-- Available data follows --

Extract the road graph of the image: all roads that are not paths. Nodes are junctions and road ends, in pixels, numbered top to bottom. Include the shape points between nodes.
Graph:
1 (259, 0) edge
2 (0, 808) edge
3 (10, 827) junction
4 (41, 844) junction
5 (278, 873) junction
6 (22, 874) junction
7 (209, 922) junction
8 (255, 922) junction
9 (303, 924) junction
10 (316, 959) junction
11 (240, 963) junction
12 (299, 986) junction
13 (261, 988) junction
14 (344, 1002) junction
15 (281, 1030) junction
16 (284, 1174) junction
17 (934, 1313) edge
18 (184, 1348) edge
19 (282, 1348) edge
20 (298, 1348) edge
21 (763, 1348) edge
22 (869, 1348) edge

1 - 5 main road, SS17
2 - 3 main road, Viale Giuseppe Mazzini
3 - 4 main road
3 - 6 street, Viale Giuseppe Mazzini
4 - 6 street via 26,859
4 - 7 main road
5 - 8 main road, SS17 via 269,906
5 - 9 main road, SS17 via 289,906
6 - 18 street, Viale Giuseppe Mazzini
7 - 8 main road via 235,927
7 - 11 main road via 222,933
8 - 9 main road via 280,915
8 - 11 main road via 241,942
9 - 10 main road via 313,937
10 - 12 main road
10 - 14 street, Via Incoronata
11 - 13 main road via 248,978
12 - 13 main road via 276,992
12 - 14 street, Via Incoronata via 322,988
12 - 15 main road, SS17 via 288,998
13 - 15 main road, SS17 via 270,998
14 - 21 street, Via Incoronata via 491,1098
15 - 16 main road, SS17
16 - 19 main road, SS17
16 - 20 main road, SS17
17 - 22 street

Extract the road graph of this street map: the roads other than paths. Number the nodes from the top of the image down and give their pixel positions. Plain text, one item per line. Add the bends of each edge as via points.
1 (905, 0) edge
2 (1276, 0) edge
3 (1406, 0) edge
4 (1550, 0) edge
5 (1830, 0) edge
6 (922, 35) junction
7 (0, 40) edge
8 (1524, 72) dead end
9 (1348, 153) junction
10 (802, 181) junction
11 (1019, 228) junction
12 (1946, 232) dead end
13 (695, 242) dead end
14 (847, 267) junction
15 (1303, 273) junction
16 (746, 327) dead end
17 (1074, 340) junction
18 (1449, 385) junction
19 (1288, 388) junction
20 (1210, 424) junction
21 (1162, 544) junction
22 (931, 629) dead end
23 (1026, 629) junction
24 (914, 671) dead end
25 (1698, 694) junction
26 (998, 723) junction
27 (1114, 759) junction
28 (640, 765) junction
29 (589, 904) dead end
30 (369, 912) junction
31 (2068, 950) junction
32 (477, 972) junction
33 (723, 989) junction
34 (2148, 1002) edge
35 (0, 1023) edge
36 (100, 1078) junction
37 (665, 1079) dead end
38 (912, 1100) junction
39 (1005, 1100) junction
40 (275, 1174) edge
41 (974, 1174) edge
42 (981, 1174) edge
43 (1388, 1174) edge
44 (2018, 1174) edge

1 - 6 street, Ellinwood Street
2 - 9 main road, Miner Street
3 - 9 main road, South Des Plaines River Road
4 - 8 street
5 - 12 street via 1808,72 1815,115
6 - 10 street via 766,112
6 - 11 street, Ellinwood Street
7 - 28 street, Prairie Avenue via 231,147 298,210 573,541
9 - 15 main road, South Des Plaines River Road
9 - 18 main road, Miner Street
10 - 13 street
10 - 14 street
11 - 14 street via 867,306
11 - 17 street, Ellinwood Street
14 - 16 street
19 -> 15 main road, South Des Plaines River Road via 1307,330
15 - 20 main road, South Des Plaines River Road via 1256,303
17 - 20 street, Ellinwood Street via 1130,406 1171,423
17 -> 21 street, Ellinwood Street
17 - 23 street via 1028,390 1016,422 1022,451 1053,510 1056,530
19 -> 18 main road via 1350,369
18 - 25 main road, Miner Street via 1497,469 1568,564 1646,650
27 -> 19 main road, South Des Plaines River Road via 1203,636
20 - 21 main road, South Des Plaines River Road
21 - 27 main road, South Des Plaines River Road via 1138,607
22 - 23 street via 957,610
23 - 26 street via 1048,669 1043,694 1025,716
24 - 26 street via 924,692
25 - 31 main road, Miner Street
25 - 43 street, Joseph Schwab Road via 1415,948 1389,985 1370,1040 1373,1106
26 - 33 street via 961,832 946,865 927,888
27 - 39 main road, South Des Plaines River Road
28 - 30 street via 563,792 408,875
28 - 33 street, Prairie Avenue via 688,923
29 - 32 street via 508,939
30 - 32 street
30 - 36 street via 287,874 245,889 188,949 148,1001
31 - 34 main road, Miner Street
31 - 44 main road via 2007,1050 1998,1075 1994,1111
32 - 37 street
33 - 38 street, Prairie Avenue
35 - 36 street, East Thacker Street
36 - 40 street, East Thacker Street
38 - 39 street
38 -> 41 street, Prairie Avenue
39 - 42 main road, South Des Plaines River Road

-- Available data concluded --

▶ What the task asks
Wherever the word "River" appears in a line of the data above, copy that line.

▶ Response
3 - 9 main road, South Des Plaines River Road
9 - 15 main road, South Des Plaines River Road
19 -> 15 main road, South Des Plaines River Road via 1307,330
15 - 20 main road, South Des Plaines River Road via 1256,303
27 -> 19 main road, South Des Plaines River Road via 1203,636
20 - 21 main road, South Des Plaines River Road
21 - 27 main road, South Des Plaines River Road via 1138,607
27 - 39 main road, South Des Plaines River Road
39 - 42 main road, South Des Plaines River Road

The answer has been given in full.